> [YOUR GOAL] The records below hold a stretch from the line with "ring tip: (247, 183)" through the line with "index mcp: (514, 366)"; return exactly those lines, ends included, and nothing more.

+++ MATERIAL SHOWN

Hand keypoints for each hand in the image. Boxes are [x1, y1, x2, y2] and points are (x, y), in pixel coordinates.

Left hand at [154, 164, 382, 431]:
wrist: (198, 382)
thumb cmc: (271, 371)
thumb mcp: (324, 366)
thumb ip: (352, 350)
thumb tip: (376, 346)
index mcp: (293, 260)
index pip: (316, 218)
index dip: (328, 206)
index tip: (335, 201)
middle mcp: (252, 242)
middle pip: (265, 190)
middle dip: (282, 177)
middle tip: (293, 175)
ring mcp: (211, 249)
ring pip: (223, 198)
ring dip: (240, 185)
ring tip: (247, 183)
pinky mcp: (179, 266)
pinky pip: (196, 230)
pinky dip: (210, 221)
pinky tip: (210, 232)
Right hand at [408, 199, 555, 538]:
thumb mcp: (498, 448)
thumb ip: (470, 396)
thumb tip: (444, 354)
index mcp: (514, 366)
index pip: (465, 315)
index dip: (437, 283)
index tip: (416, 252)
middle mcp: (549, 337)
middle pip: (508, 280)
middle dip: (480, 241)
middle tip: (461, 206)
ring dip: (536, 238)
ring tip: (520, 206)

++++++
+++ MATERIAL SHOWN

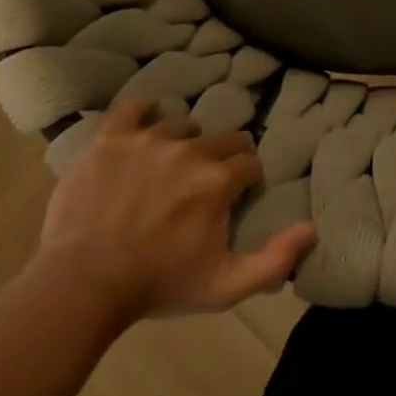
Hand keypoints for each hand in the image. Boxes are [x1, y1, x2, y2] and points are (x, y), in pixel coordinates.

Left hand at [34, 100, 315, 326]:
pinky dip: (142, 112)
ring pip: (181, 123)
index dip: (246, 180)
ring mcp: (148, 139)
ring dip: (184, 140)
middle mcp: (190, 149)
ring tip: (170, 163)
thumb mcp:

++++++
+++ MATERIAL SHOWN

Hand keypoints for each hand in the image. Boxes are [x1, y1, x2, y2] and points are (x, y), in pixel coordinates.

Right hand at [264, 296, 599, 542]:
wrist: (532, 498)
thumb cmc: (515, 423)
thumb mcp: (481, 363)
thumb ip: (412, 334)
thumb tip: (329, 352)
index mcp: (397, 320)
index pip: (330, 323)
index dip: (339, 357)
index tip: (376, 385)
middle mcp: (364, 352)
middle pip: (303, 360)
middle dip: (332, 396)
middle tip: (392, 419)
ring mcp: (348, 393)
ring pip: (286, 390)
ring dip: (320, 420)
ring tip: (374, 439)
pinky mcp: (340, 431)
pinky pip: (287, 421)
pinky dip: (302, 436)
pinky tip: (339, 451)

++++++

> [OUTPUT OF THE TASK]
ring tip: (247, 183)
pinky mcp: (179, 266)
pinky pip: (196, 230)
pinky dip: (210, 221)
pinky tip: (210, 232)
Right hand at [408, 199, 555, 538]:
thumb mcp: (498, 448)
thumb ip: (470, 396)
thumb tip: (444, 354)
index mcp: (514, 366)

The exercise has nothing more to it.